Nick, the boy Bree loves, is missing. Both Bree and Selwyn, the mage sworn to protect Nick, want to search for Nick. But the arrival of the Regents, the group in charge of the Legendborn, makes their departure difficult. The Regents aim to contain and control Bree and eliminate the potential threat posed by Selwyn. After a daring escape from the Regents, Bree, Selwyn, and their friends begin their mission to find Nick. However, to find Nick, they will have to face the Shadowborn, demons drawn to Bree’s power, and the Mageguard, Merlins employed by the Regents.
Bree struggles to understand and use her power. She needs to be a leader, but to do that, she may have to let go of Nick and save herself. She battles the expectations of the white supremacist Legendborn society against the expectations of her ancestors, all while grappling with the knowledge that her power exists because her ancestor was raped. After the Regents kidnap her, she desperately wants to find independence, but she is unable to abandon her friends, even for her own safety. While her friends advise her to save herself, she occasionally takes advantage of her role and orders them to obey her and do as she wants, but readers still find themselves rooting for her and her clear vision of justice.

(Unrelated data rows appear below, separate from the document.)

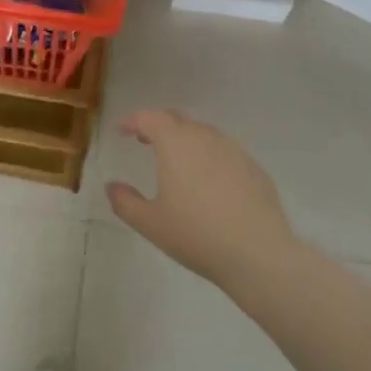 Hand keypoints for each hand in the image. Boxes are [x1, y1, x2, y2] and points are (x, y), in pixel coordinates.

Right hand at [107, 109, 298, 286]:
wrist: (258, 253)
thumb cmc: (196, 235)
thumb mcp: (150, 223)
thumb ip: (125, 201)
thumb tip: (112, 186)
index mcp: (175, 143)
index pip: (149, 118)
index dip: (132, 121)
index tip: (122, 130)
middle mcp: (205, 137)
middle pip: (177, 120)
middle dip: (158, 125)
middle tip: (144, 140)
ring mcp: (234, 150)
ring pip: (203, 134)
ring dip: (185, 140)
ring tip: (176, 162)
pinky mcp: (254, 168)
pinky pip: (224, 152)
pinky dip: (209, 157)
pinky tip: (208, 183) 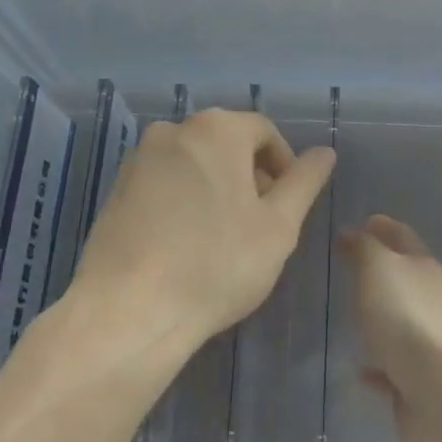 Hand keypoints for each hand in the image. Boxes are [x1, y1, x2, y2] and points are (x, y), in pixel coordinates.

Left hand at [72, 109, 334, 353]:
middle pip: (227, 143)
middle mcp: (174, 130)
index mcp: (217, 129)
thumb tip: (325, 153)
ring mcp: (139, 158)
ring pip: (195, 163)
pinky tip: (186, 244)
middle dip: (250, 177)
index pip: (264, 132)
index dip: (284, 166)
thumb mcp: (278, 227)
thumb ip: (304, 183)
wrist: (128, 312)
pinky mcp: (116, 189)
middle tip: (259, 225)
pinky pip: (165, 182)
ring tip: (223, 239)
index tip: (287, 207)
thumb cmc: (216, 265)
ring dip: (217, 188)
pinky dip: (183, 200)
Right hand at [340, 215, 441, 441]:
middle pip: (403, 279)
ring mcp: (429, 345)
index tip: (364, 221)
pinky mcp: (420, 384)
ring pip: (398, 324)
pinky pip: (392, 370)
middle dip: (379, 272)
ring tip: (347, 317)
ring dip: (378, 319)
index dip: (383, 227)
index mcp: (424, 268)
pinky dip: (378, 367)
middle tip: (347, 267)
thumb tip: (354, 233)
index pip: (402, 237)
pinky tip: (358, 370)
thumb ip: (365, 249)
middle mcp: (431, 301)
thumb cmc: (410, 319)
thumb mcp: (379, 269) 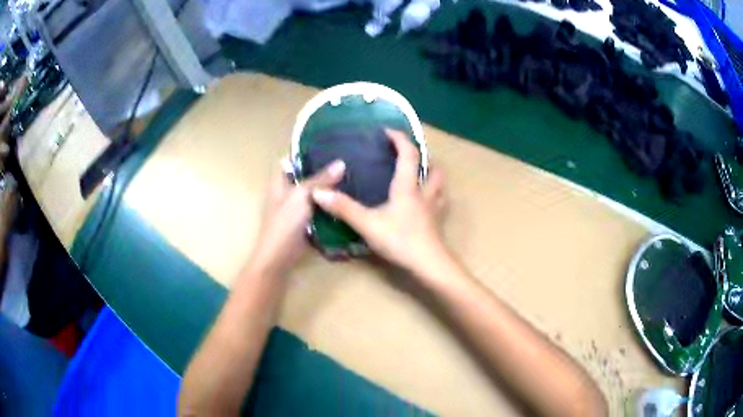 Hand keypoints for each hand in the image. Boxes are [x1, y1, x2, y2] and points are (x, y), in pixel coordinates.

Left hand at [248, 159, 345, 277]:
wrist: (279, 257)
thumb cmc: (284, 223)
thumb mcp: (302, 196)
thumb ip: (320, 180)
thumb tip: (341, 163)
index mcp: (279, 182)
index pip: (289, 160)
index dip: (304, 152)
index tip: (326, 145)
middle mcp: (285, 192)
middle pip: (303, 176)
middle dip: (320, 169)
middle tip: (344, 160)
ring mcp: (294, 208)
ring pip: (312, 192)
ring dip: (326, 187)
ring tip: (349, 176)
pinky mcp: (303, 222)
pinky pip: (317, 208)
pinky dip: (327, 204)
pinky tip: (344, 200)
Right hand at [312, 129, 446, 273]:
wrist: (429, 266)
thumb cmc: (400, 241)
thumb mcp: (367, 224)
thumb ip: (343, 208)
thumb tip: (318, 192)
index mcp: (408, 187)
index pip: (408, 154)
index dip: (400, 139)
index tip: (387, 131)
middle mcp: (424, 194)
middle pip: (432, 168)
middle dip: (423, 158)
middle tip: (409, 157)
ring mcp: (434, 210)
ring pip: (440, 186)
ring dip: (432, 176)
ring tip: (420, 176)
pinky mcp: (437, 224)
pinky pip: (439, 204)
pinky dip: (434, 197)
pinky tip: (424, 205) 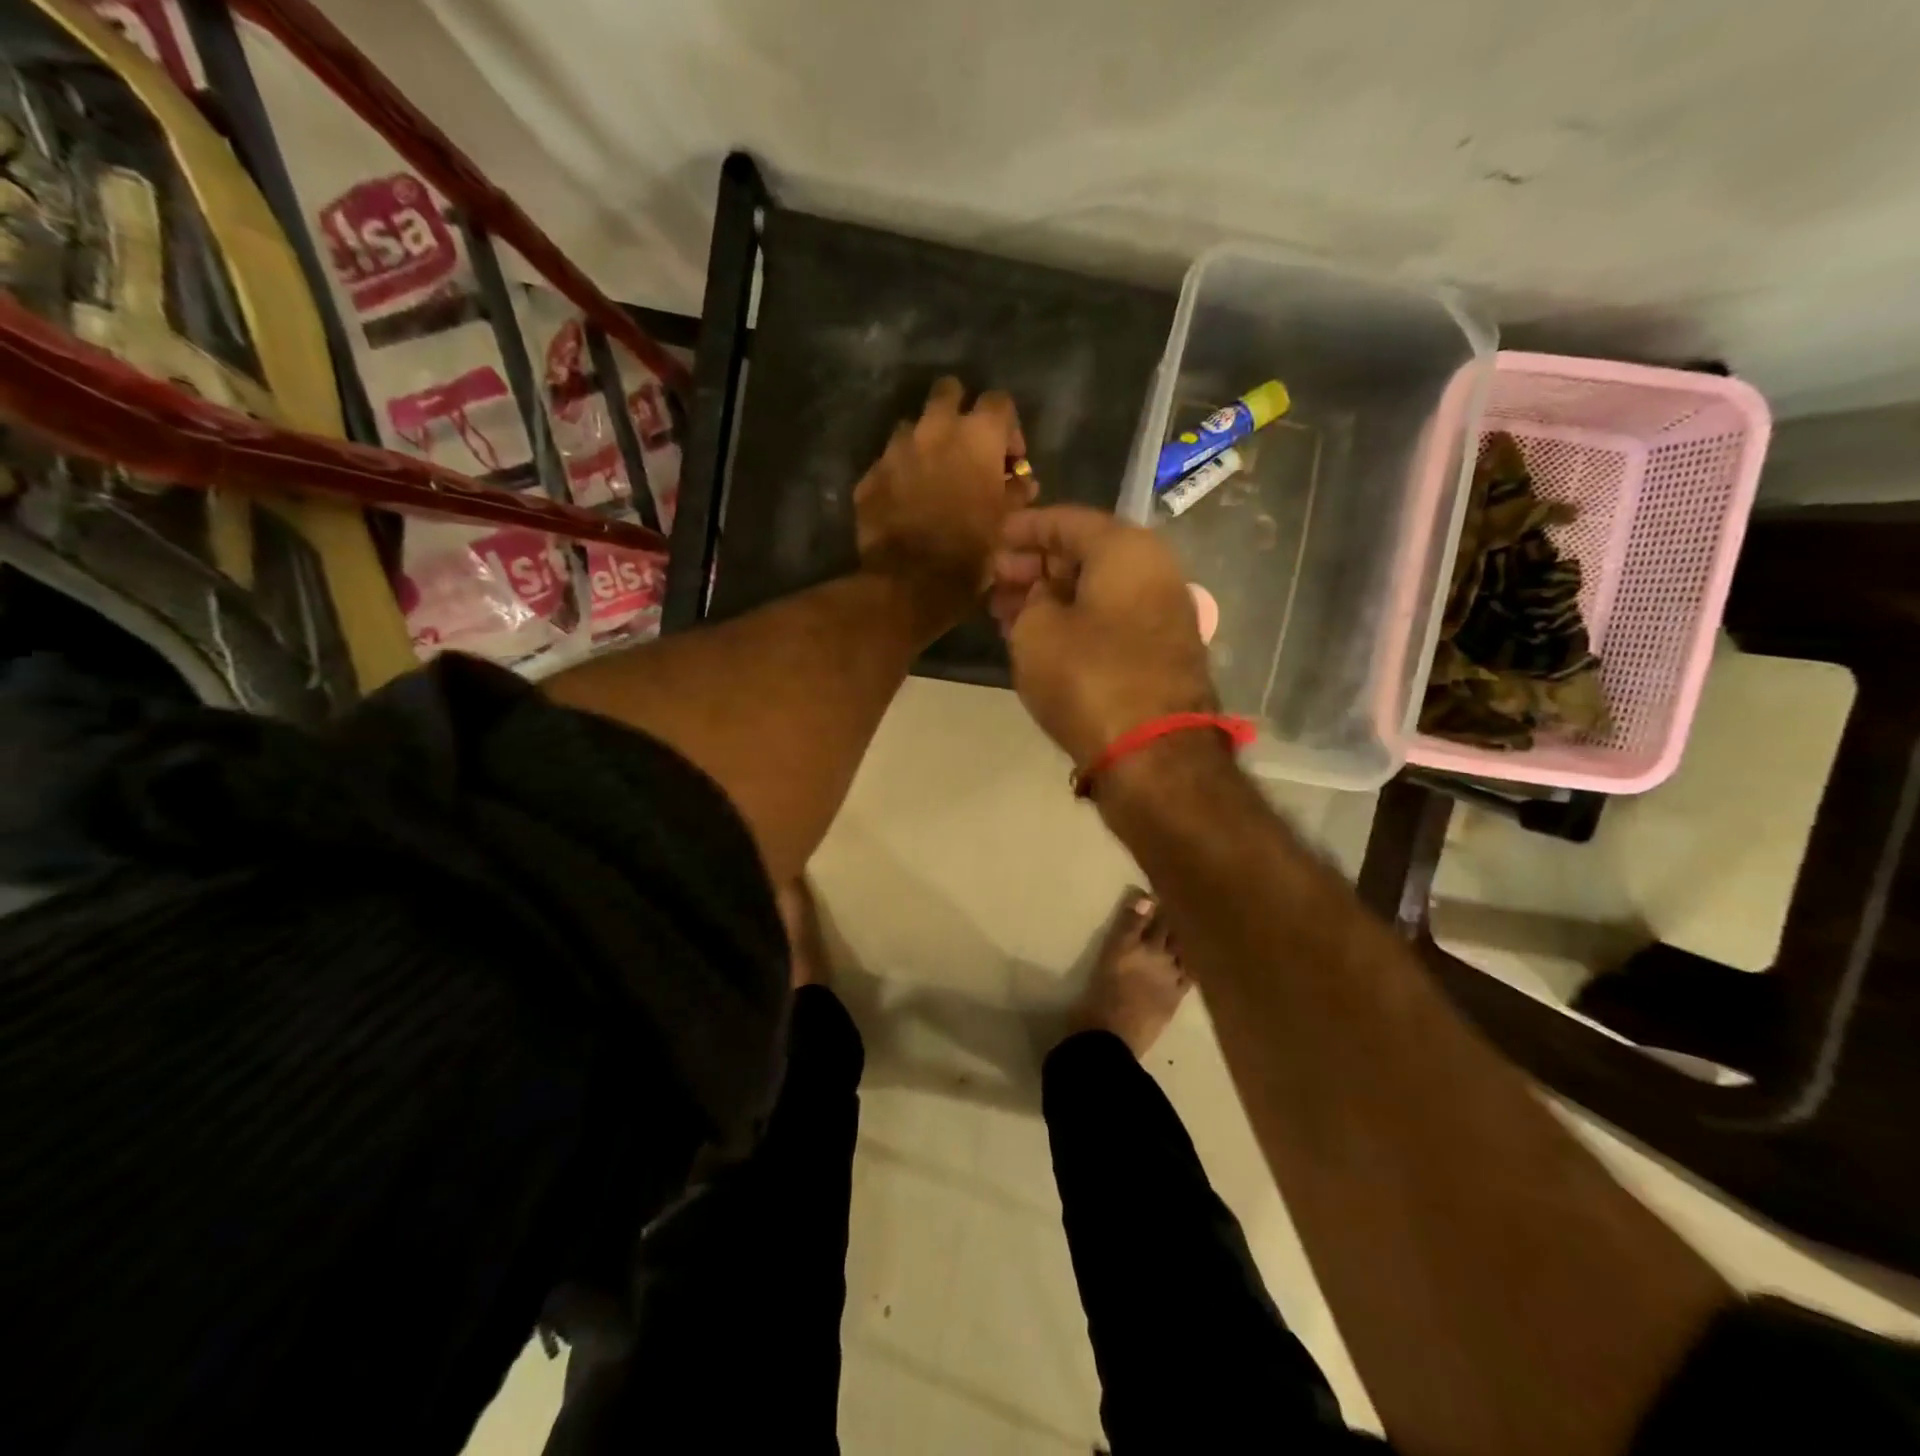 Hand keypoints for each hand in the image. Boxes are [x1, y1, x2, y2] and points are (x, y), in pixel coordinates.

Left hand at [853, 377, 1033, 630]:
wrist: (911, 582)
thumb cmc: (970, 553)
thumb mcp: (1007, 525)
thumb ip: (1016, 494)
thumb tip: (1022, 482)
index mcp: (977, 436)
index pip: (999, 401)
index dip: (1008, 427)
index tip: (1008, 459)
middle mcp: (935, 429)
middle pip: (948, 392)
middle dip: (959, 410)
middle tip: (965, 446)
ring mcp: (896, 450)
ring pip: (913, 426)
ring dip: (925, 443)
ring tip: (932, 475)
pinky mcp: (870, 476)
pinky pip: (888, 463)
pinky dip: (899, 474)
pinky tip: (905, 502)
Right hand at [991, 506, 1215, 767]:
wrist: (1154, 753)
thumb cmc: (1089, 678)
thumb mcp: (1036, 631)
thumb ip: (1029, 599)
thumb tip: (1041, 596)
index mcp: (1125, 548)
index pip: (1065, 521)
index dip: (1024, 529)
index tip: (993, 539)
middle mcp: (1153, 569)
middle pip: (1085, 554)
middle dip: (1036, 566)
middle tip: (996, 581)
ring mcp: (1163, 612)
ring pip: (1096, 590)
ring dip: (1052, 597)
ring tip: (1008, 611)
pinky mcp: (1162, 650)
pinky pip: (1110, 618)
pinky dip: (1075, 620)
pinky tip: (1041, 635) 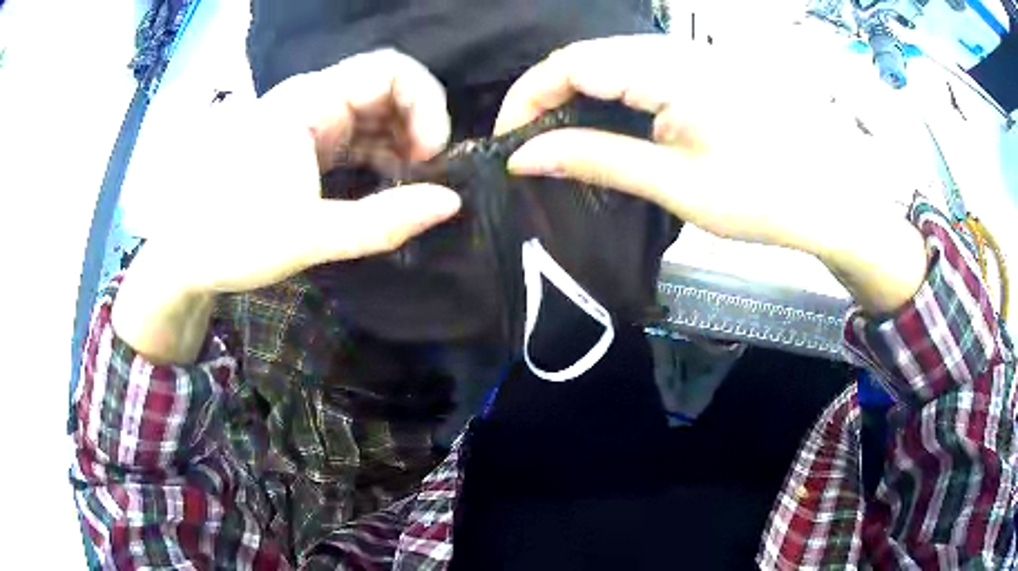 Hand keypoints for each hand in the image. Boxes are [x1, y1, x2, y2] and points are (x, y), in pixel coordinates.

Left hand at [113, 50, 460, 362]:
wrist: (184, 256)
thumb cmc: (232, 240)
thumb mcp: (308, 236)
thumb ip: (381, 221)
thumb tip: (451, 203)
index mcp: (309, 102)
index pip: (390, 70)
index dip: (425, 104)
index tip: (431, 156)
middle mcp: (313, 100)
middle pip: (388, 88)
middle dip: (419, 125)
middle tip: (426, 175)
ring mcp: (309, 121)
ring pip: (376, 112)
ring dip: (403, 143)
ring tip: (410, 186)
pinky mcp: (306, 144)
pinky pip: (358, 135)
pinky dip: (381, 156)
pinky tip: (387, 185)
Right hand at [496, 35, 926, 312]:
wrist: (831, 200)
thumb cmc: (764, 198)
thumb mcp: (677, 185)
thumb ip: (598, 160)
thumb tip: (526, 157)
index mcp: (670, 70)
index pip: (571, 62)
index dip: (527, 95)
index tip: (509, 140)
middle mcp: (676, 50)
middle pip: (587, 57)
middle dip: (547, 96)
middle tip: (531, 146)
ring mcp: (693, 57)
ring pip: (611, 62)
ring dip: (578, 97)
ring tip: (562, 142)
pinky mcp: (704, 71)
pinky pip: (639, 71)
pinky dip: (610, 97)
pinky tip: (609, 129) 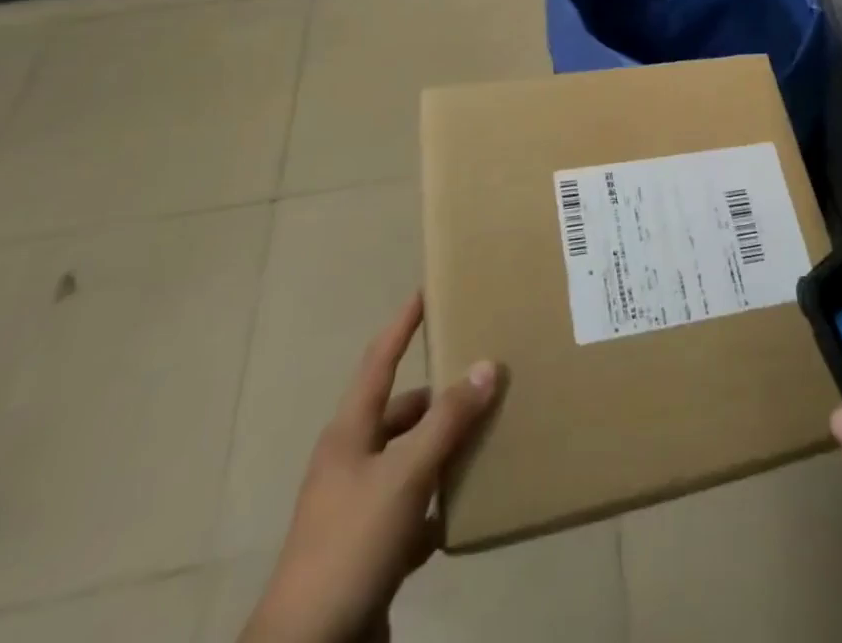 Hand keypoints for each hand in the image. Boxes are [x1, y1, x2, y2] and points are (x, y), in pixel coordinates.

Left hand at [241, 294, 502, 642]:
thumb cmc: (350, 547)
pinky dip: (441, 503)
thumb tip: (486, 365)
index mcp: (350, 433)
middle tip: (485, 373)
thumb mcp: (404, 476)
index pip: (380, 360)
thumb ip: (447, 421)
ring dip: (446, 449)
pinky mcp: (372, 551)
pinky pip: (415, 510)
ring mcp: (360, 509)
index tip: (427, 290)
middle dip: (441, 394)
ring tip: (491, 432)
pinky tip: (472, 503)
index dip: (403, 324)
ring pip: (412, 460)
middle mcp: (352, 462)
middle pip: (402, 412)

Bree continues to rely on her friends, making Bree and Selwyn’s relationship deepen, as does Nick and Bree’s romance. Nick and Bree are drawn together in their longing for each other and in Bree’s bloodwalks, where they are able to visit each other in Bree’s mind. Alice is also much more developed as a character; her friendship with Bree again provides a touchstone of stability amid the chaos of Bree’s life. Readers will enjoy the return of familiar characters and the arrival of interesting new ones. Almost everyone who meets Bree is won over by her selflessness and kindness, even in the face of threats to her life, and they return her loyalty in kind.
Bloodmarked takes a deeper look at what it means for Bree to inherit power as a Black girl. Stunned by how much each of her friends cares for her, she strives to be worthy of their sacrifice. Bree also deals with relatable conflicts such as questioning authority, building confidence, and figuring out her identity. While much of the conflict is interpersonal, there are still moments of action and violence that sustain the fast-paced narrative. The novel concludes with a twist that will lead readers directly to Oathbound, the next book in the series.
Sexual Content
- While Nick and Bree are separated for most of the novel, they are still in love, and the few times they do see each other, they hug and kiss. “Nick’s lips crash against mine, warm and fierce . . . What one of us wants, the other gives with lips, tongue, heat.”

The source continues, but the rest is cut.